8. Besides your music, you’re very socially involved. Tell us about your work as a goodwill ambassador for the Global Human Rights Defence (GHRD).

When I first came out with my debut single, ‘Cuz I’m A Lady, in 2006 I was approached by GHRD to become their goodwill ambassador. It was a young organization run by young people from a Dutch Indian background so that really appealed to me, because I felt at home right away. My parents have always raised me with the importance of giving back, so to be able to do that as an artist was a great opportunity. The mission of GHRD is to raise awareness on the violation of human rights and they’re mostly active in South Asia. In my first years as ambassador I mostly tried to raise awareness by sharing the stories of GHRD on the stages I performed at. In 2007 I went to India with GHRD and got to see the circumstances with my own eyes, so that really had a big impact on me and allowed me to translate those experiences into actual music, which resulted in the song Question. And the past few years I’ve also used my experience and vision as an artist to contribute to the concepts and programming of some of their benefit events. I usually perform, but I also advise them on how to set up a program that is entertaining and informative at the same time. I also post monthly blogs on my website on the work they do. I enjoy working with them very much, they do amazing work and I feel honoured to be part of their mission.

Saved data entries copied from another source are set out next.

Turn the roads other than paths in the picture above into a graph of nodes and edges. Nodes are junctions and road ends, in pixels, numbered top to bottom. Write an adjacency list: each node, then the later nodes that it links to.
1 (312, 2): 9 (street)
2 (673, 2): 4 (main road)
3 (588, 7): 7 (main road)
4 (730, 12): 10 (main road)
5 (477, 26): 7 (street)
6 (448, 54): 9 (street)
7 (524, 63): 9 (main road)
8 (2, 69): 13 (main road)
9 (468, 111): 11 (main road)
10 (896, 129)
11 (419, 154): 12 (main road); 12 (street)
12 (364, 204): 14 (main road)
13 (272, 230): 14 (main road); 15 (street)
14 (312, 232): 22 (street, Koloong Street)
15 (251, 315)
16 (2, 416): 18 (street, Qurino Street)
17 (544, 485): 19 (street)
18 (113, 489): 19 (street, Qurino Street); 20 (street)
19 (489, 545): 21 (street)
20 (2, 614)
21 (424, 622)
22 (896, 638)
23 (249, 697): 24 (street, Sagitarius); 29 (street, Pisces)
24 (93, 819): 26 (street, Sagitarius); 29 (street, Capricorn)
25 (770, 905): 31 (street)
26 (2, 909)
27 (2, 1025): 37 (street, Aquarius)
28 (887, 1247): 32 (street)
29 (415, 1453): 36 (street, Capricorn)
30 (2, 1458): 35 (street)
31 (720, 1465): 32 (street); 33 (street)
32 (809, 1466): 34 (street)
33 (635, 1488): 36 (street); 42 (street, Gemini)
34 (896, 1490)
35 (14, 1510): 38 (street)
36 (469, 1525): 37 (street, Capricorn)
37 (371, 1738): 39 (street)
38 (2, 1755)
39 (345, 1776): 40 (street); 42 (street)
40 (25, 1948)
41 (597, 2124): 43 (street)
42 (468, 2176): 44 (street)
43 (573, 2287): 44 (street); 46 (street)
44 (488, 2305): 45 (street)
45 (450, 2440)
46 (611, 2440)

9. What 3 favorite artists are you listening to at the moment?

Bruno Mars is definitely the first artist that comes to mind. I actually had to do a cover of Locked out of Heaven for a radio show and because of that I started checking out more of his music and ended up buying his Unorthodox Jukebox. I love it, he’s an amazing songwriter and I really respect the fact that he’s also experimenting with different styles. He really thinks outside of the box and on top of that I think he’s a great live artist, what I’ve seen so far on tv. Other artists I would have to say Maroon 5, I like their band sound. I actually got tickets to see them live, so I’m curious to hear what they do live. I also got tickets to see Alicia Keys soon, so she’s my number 3 for this question.

10. You left Europe at age 18 to study music in Boston and the last time you toured the US was in 2009. What do you miss about the States and what’s one of the 1st things you can’t wait to do when you return here?

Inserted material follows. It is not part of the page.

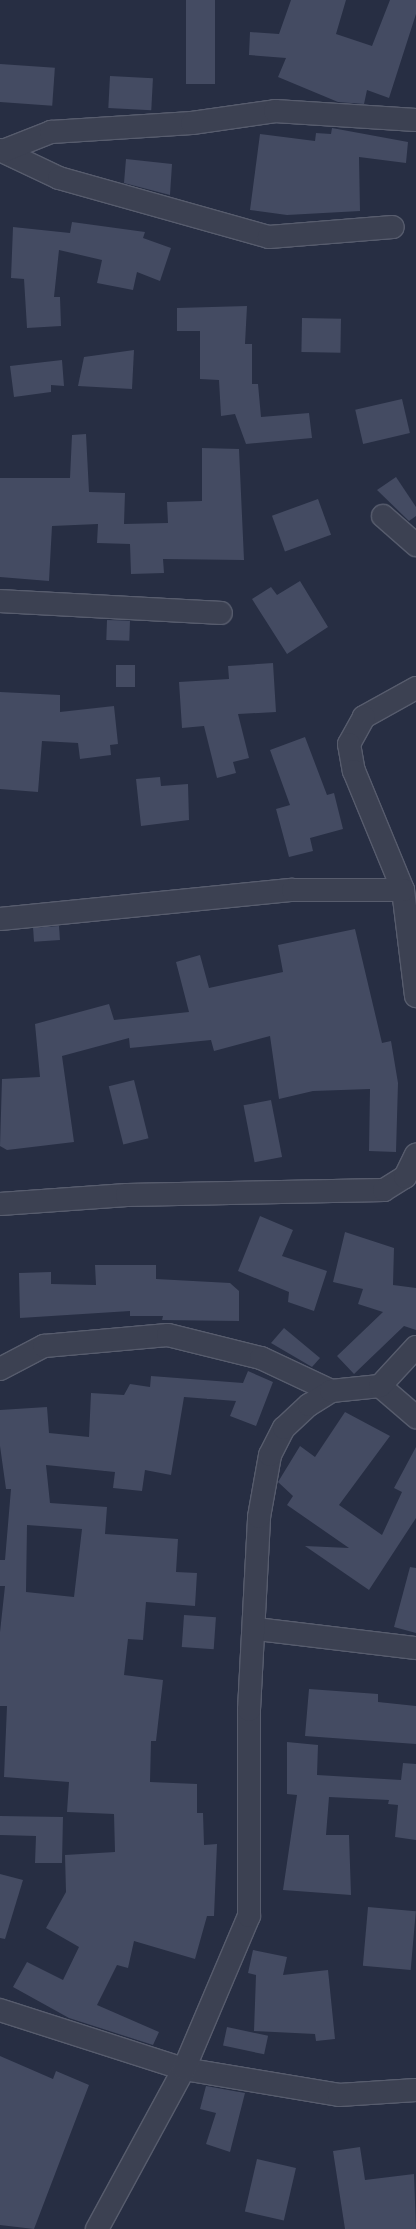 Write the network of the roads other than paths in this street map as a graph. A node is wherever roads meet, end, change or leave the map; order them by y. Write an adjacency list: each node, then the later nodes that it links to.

I really really really love the States haha, whenever I’m in LA in need to check out Amoeba, just being there is enough, I don’t even have to buy anything. I just love the vibe and to be surrounded by art. What I miss most is the people really, I have met some great people during my visits and always enjoy the conversations and friendships that I have developed.

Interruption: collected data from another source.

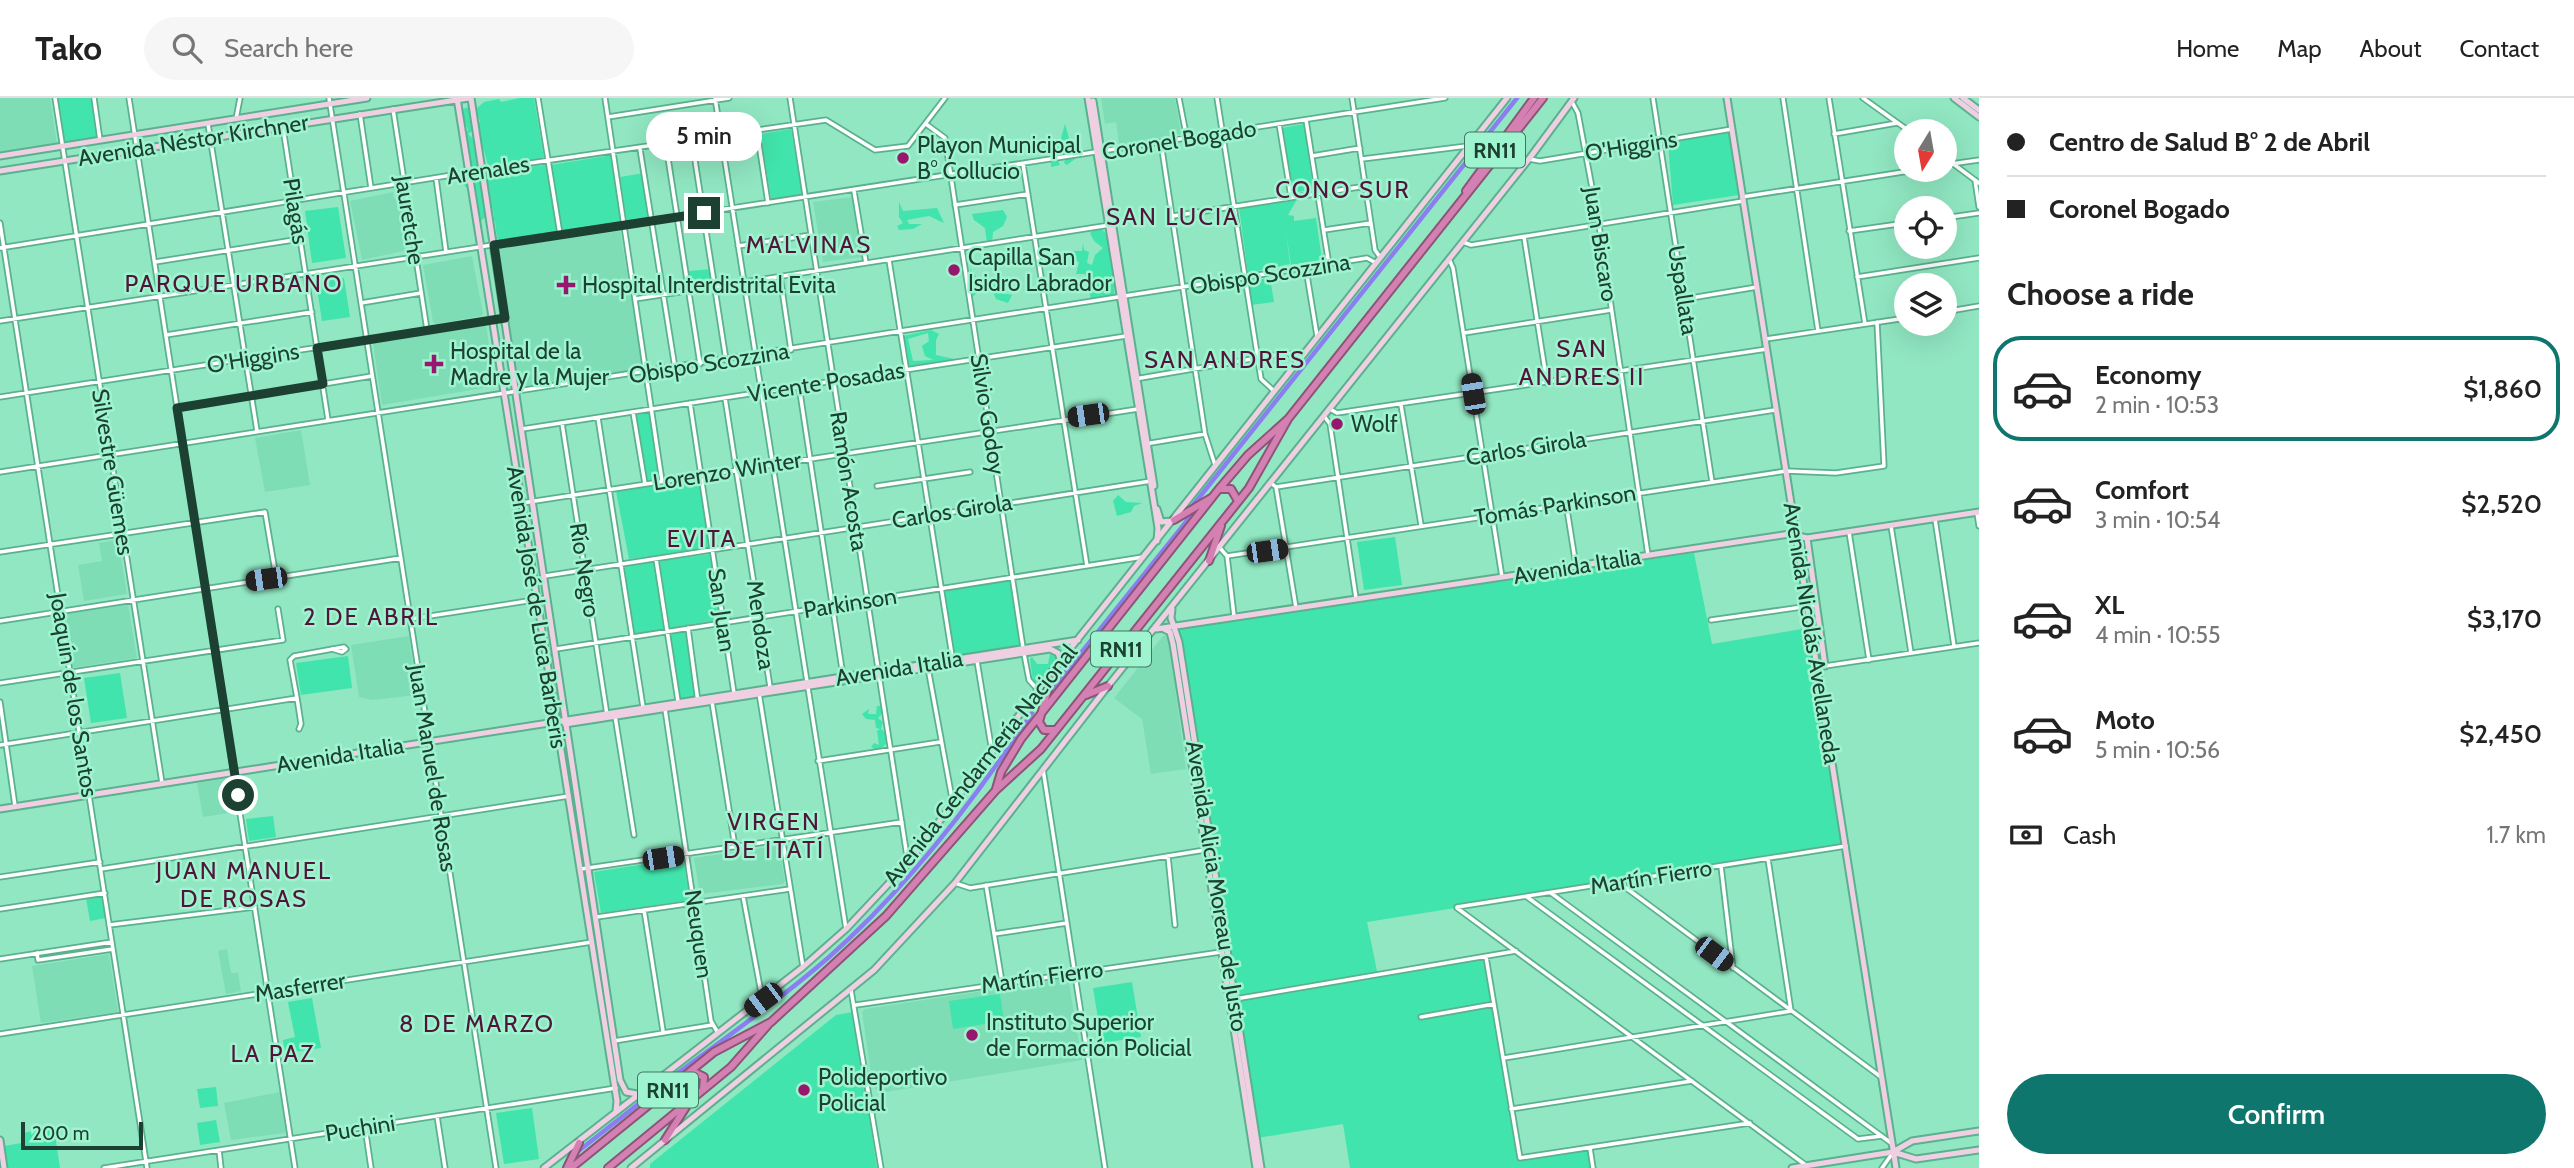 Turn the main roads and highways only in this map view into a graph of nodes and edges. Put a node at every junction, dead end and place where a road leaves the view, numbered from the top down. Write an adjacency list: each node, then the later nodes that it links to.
1 (367, 98): 13 (main road, Avenida Néstor Kirchner)
2 (470, 98): 8 (main road, Avenida Néstor Kirchner); 51 (main road, Avenida José de Luca Barberis)
3 (1090, 98): 22 (main road)
4 (1507, 98): 27 (main road, Avenida Gendarmería Nacional)
5 (1727, 98): 29 (main road, Avenida Nicolás Avellaneda)
6 (1954, 98): 16 (main road)
7 (1963, 98): 14 (main road)
8 (457, 99): 11 (main road, Avenida Néstor Kirchner); 52 (main road, Avenida José de Luca Barberis)
9 (1540, 99): 21 (highway, RN11)
10 (1573, 99): 32 (main road)
11 (441, 100): 15 (main road, Avenida Néstor Kirchner)
12 (330, 101): 13 (main road, Avenida Néstor Kirchner); 17 (main road, Avenida Néstor Kirchner)
13 (349, 101): 15 (main road)
14 (1979, 110)
15 (356, 115): 19 (main road, Avenida Néstor Kirchner)
16 (1979, 117)
17 (85, 142): 18 (main road, Avenida Néstor Kirchner); 19 (main road)
18 (0, 156)
19 (88, 157): 20 (main road, Avenida Néstor Kirchner)
20 (0, 171)
21 (1288, 419): 23 (highway, RN11); 25 (highway, RN11)
22 (1151, 481): 27 (main road); 31 (main road)
23 (1217, 490): 24 (highway, RN11); 25 (highway)
24 (1212, 497): 27 (highway); 49 (highway, RN11)
25 (1238, 501): 28 (highway, RN11)
26 (1978, 513): 30 (main road, Avenida Italia)
27 (1174, 520): 31 (main road, Avenida Gendarmería Nacional)
28 (1223, 521): 32 (highway); 47 (highway, RN11)
29 (1796, 534): 30 (main road, Avenida Italia); 34 (main road, Avenida Italia); 72 (main road, Avenida Nicolás Avellaneda)
30 (1807, 538): 41 (main road)
31 (1157, 541): 37 (main road, Avenida Gendarmería Nacional)
32 (1209, 561): 33 (main road)
33 (1173, 606): 34 (main road, Avenida Alicia Moreau de Justo); 35 (main road)
34 (1175, 627): 36 (main road, Avenida Italia); 56 (main road, Avenida Alicia Moreau de Justo)
35 (1154, 629): 36 (main road, Avenida Italia); 45 (main road)
36 (1164, 629): 56 (main road, Avenida Alicia Moreau de Justo)
37 (1078, 639): 38 (main road, Avenida Italia); 40 (main road, Avenida Gendarmería Nacional)
38 (1024, 651): 39 (main road, Avenida Italia); 39 (main road, Avenida Italia); 40 (main road, Avenida Italia)
39 (953, 662): 43 (main road, Avenida Italia); 43 (main road, Avenida Italia)
40 (1061, 662): 42 (main road, Avenida Gendarmería Nacional)
41 (1825, 666)
42 (1053, 671): 49 (highway); 62 (main road, Avenida Gendarmería Nacional)
43 (879, 674): 44 (main road, Avenida Italia); 44 (main road, Avenida Italia)
44 (806, 685): 46 (main road, Avenida Italia); 46 (main road, Avenida Italia)
45 (1108, 686): 47 (highway); 69 (main road)
46 (759, 692): 48 (main road, Avenida Italia); 48 (main road, Avenida Italia)
47 (1084, 696): 53 (highway, RN11)
48 (698, 701): 50 (main road, Avenida Italia); 50 (main road, Avenida Italia)
49 (1042, 712): 53 (highway); 54 (highway, RN11)
50 (615, 714): 51 (main road, Avenida Italia)
51 (567, 721): 52 (main road, Avenida Italia); 59 (main road, Avenida José de Luca Barberis)
52 (555, 722): 55 (main road, Avenida Italia); 59 (main road, Avenida José de Luca Barberis)
53 (1056, 730): 54 (highway, RN11)
54 (996, 790): 58 (highway, RN11)
55 (0, 809)
56 (1209, 849): 57 (main road, Avenida Alicia Moreau de Justo)
57 (1225, 951): 81 (main road, Avenida Alicia Moreau de Justo); 81 (main road, Avenida Alicia Moreau de Justo)
58 (771, 1021): 60 (highway, RN11); 63 (highway, RN11)
59 (613, 1041): 64 (main road, Avenida José de Luca Barberis); 66 (main road, Avenida José de Luca Barberis)
60 (687, 1074): 61 (highway, RN11); 63 (highway)
61 (681, 1079): 62 (highway); 77 (highway, RN11)
62 (652, 1082): 64 (main road, Avenida Gendarmería Nacional)
63 (702, 1091): 65 (highway, RN11)
64 (637, 1094): 66 (main road, Avenida Gendarmería Nacional)
65 (690, 1101): 69 (highway); 78 (highway, RN11)
66 (615, 1112): 70 (main road, Avenida Gendarmería Nacional)
67 (1979, 1131): 72 (main road)
68 (0, 1140): 75 (main road)
69 (665, 1140): 73 (main road)
70 (579, 1143): 76 (main road, Avenida Gendarmería Nacional); 77 (highway)
71 (1979, 1150): 72 (main road)
72 (1893, 1152): 74 (main road); 83 (main road, Avenida Nicolás Avellaneda)
73 (640, 1160): 79 (main road); 80 (main road)
74 (1816, 1166): 82 (main road)
75 (4, 1168)
76 (544, 1168)
77 (569, 1168)
78 (608, 1168)
79 (631, 1168)
80 (639, 1168)
81 (1259, 1168)
82 (1792, 1168)
83 (1896, 1168)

11. Thanks for your time, Pravini. I’m really looking forward to your shows in LA! What can people expect at your shows?

Thank you, it was my pleasure! I’m very excited to share my music in LA. I’m actually going to bring it back to basics, with me on the keys and my drummer on SPD. It’ll be a fun show that will make the audience move, we’ll bring lots of rhythmic energy and good vibes. I’m really looking forward to it!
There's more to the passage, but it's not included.